Critics will allege there is an undercurrent of anger beneath Vance’s criticisms of America’s governance over the past three decades. What they miss is that his generation has every right to feel angry, and those who are not mad are more often than not in despair. The best years of their lives were spent mired in debates about reforming immigration, entitlements, and the tax system that amounted to nothing. Their inheritance and even the lives of their friends was spent on wars in Iraq and Afghanistan that their elders now pretend to forget.

Joe Biden had the nerve to stand up on stage at the presidential debate and suggest that no American service members died during his presidency, erasing from existence the 13 Americans who were killed during his bungled flight from Kabul. Or the three that were killed by Iran just this past year. Biden might well have forgotten their sacrifice, much as he is apt to forget the contents of his breakfast on any given day. But a generation of Americans have not.

In light of Biden’s withdrawal, it is useful to contrast JD Vance with prospective Democrat vice presidential pick Pete Buttigieg, who is in many ways his antithesis. At 42, Buttigieg is three years Vance’s elder, but his appeal lies with a different generation.

Buttigieg has been called a great communicator, but in reality he is a great marketing product. His appeal comes from presenting himself not as the genuine voice of his generation, but as the image of what older generations wish to believe it was – the successful young man who went to Harvard, served in the military, worked at McKinsey, and now spends his time telling his parents and their generation that they did well by him. That the dream of the 1990s, of Clintonian affluence without the need for responsibility or hard choices is alive and well with Pete.

The breadth of his appeal to the traditional media is no less surprising than how that appeal dissipated when it came to his own generation of Democratic primary voters, as well as African Americans, Latinos, and others forced to struggle with the reality of life in 21st century America, not a carefully curated illusion crafted for retired liberals.

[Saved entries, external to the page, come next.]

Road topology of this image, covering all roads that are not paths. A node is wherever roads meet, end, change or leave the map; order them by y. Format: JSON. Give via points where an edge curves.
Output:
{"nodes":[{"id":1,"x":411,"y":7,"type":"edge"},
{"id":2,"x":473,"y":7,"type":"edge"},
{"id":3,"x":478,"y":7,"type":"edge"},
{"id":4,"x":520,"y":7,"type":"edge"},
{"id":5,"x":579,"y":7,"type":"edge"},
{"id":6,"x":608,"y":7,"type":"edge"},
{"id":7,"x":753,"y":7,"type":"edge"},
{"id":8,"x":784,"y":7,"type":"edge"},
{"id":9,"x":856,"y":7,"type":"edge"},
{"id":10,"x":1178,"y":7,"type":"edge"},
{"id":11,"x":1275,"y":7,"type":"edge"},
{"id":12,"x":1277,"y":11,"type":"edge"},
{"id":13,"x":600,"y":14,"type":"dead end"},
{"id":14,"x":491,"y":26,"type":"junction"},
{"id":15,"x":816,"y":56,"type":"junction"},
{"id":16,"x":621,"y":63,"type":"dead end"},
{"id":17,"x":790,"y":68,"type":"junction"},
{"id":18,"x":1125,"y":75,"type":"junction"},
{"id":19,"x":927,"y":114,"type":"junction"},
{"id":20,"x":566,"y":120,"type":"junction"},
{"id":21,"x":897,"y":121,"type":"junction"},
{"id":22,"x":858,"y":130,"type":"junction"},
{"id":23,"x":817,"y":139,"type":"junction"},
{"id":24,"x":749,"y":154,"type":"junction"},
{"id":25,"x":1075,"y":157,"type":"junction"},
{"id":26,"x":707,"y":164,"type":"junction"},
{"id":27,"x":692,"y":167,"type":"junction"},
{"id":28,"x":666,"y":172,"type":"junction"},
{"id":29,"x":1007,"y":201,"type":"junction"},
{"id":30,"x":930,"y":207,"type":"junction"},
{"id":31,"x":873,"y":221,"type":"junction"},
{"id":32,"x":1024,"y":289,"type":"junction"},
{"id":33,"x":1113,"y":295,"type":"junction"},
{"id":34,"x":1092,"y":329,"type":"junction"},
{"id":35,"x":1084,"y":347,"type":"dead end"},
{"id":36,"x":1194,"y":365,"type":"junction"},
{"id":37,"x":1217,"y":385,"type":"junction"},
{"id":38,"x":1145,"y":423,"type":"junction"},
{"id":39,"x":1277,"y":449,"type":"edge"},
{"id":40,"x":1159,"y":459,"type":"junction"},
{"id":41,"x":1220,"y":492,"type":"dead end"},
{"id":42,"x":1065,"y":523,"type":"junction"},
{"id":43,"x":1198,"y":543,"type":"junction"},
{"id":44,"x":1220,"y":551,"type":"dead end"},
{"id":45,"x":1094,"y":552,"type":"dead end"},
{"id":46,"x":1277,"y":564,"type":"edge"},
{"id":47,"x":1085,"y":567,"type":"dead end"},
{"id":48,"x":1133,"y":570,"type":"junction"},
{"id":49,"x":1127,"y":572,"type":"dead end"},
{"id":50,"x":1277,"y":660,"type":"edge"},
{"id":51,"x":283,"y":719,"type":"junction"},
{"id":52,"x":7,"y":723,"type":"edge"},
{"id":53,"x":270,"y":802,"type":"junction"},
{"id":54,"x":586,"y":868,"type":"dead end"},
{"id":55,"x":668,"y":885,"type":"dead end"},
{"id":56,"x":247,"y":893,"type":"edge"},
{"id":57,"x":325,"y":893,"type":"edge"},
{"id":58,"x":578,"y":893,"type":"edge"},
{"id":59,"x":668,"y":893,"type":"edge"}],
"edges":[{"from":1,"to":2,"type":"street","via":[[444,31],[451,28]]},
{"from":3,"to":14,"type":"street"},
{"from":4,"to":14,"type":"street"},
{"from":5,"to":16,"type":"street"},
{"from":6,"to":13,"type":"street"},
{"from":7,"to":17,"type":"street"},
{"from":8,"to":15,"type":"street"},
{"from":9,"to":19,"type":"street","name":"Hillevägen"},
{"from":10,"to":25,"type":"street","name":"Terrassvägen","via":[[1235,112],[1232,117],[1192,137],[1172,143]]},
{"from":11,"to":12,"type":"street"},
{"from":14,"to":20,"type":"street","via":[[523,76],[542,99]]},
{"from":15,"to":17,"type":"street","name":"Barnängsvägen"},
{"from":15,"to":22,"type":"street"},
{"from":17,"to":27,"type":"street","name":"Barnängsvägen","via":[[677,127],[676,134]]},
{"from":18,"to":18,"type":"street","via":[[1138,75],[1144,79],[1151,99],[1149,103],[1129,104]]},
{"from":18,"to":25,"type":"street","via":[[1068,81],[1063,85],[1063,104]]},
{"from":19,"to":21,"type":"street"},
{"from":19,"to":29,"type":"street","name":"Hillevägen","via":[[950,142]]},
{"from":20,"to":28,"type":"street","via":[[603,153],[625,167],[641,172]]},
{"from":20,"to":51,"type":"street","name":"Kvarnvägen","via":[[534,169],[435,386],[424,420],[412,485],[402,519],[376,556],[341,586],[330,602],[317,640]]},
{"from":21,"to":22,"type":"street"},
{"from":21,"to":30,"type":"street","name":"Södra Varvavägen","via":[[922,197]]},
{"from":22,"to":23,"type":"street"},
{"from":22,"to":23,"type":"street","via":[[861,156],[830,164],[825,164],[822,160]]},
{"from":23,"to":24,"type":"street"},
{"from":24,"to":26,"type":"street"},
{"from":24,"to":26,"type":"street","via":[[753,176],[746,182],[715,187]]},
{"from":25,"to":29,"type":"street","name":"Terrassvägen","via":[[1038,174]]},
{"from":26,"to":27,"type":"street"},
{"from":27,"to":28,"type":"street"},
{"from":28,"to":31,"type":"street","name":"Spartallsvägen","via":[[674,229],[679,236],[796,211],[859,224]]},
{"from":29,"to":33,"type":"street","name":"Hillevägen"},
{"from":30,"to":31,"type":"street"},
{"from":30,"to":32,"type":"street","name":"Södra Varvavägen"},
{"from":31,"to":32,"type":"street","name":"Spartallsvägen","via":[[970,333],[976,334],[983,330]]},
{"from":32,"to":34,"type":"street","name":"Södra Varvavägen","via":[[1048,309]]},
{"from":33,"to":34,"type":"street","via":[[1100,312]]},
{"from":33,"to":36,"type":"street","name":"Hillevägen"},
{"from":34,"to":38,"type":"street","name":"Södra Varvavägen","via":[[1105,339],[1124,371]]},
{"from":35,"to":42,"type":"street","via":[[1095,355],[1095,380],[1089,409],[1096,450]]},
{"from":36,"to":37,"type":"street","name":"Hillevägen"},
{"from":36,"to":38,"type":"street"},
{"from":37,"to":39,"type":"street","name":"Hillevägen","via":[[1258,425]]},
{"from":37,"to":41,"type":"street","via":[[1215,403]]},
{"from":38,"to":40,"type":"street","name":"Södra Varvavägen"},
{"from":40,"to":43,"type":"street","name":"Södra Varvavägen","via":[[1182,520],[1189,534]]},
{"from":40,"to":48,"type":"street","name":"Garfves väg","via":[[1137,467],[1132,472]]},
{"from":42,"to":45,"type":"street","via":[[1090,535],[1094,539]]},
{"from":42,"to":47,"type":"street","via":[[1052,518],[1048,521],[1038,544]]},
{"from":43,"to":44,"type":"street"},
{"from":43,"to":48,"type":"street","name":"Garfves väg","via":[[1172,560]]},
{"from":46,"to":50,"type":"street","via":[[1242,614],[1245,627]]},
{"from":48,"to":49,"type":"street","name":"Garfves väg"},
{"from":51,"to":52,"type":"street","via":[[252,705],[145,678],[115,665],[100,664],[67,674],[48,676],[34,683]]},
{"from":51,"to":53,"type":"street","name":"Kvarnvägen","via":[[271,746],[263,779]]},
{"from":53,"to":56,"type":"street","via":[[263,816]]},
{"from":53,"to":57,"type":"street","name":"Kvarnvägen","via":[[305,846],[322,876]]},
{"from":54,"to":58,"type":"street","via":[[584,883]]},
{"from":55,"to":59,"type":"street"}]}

Vance, on the other hand, is real. His views are real. His intensity is forged by experiences that, while shared in full by few, are shared in part by millions. Some left-wing critics have accused Donald Trump of picking a younger, miniature version of himself. This is vitriol with a nugget of truth. Donald Trump chose someone whose visceral appeal mirrored his own.

Donald Trump was the personification of the American dream of the 1980s. He truly believes that America was great and can be again. J.D. Vance is the personification of the America of the 2000s. Their youth opened with Star Wars prequels and the Lord of the Rings. Their young adulthood was consumed by Iraq, the global financial crisis, and the valium offered by an Obama administration which delivered the optics of deliberation while allowing the world to careen into chaos.

Donald Trump speaks for those who remember American greatness. J.D. Vance speaks for those who have been told that to even aspire to greatness is reprehensible. Donald Trump represents an America where companies bid for the stars, and sometimes fell to earth in bankruptcy. Vance represents an America in which major companies, too big to fail, focus on social engineering that tells young men that aspiring to anything greater is racist, sexist, or colonialist.

Neither approach is without risks, but what Trump grasped and his critics did not is that they are ultimately the same risk. There was no point in Donald Trump selecting a defensive vice president when his own nomination was already a decision by the Republican Party to go on the political offensive.

Trump had to choose between doubling-down or compromising his own message. He chose to double-down. He chose not to compromise his message, but to expand it to a new audience and a new generation.

It was a very Trumpian choice. And Democrats have yet to learn how to properly counter Trumpian strategies. So, that choice increasingly looks like the strategic one as well.

Walter Samuel is the pseudonym of a prolific international affairs writer and academic. He has worked in Washington as well as in London and Asia, and holds a Doctorate in International History.